Will this situation mean anything for the Imaging and Printing Group?

That same question came out in internal meetings during the announcement, ‘if you are splitting up to focus on enterprise, why would you keep IPG?'. There are two answers to this, one strategic, one financial, the strategic being much more important than the financial.

There is one important trend in IT, it is very simple, in the IT industry, the ‘T' the technology, for many, many years, has been the dominant letter out of the two, technology was driving the business. Information was there of course, but what was driving it was new processors, new hard drive technology, new Windows. The ‘I' over the past few years, is taking the lead now. Today what is driving the IT market is the information, your information, how do you access it, what do you do with it, how do you store it.
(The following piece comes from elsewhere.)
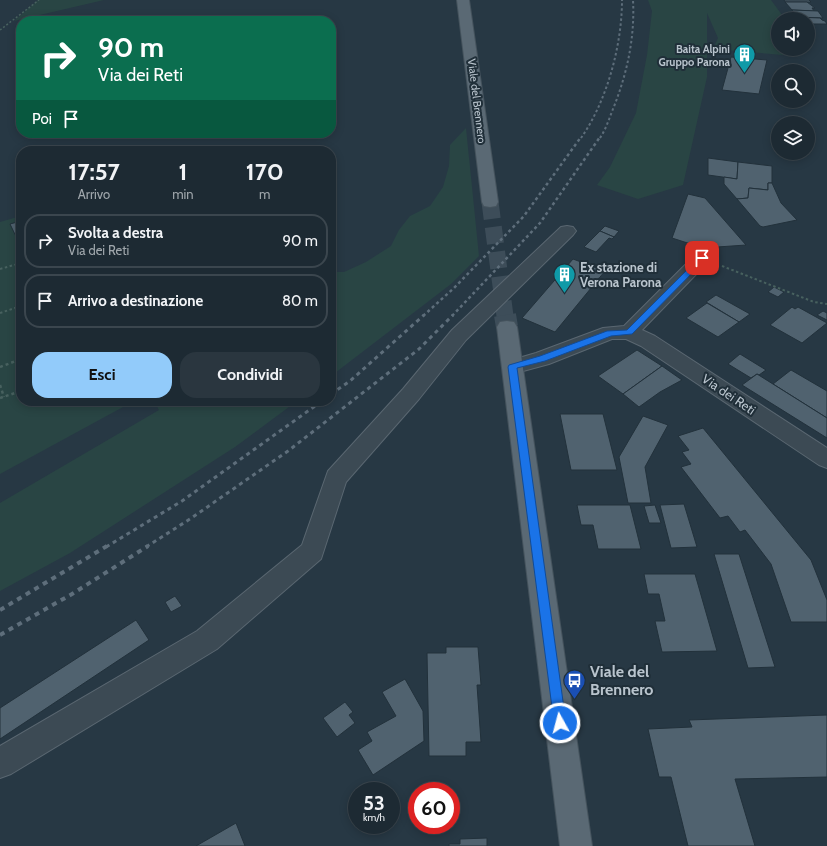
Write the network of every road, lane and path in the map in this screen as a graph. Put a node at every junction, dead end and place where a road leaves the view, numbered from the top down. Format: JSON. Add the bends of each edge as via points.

Technology is important to support that information management, and this is a trend that we believe will continue.

Buying Autonomy is an important investment to strengthen our offering that we have already, into managing information smartly. If you see what IPG has been doing over the past few years, it is moving from printers and printing, and integrating that into information management and document management, and the announcement of Autonomy, has some potential synergies with IPG. The strategic intent is to offer an integrated information and document management value proposition.

Obviously there is a financial element as well, IPG is an extremely profitable business, for us, it can raise lots of cash, and it is good to have a business that generates excellent cash in a consistent way, when you also want to finance growth and finance acquisitions and investment in new business.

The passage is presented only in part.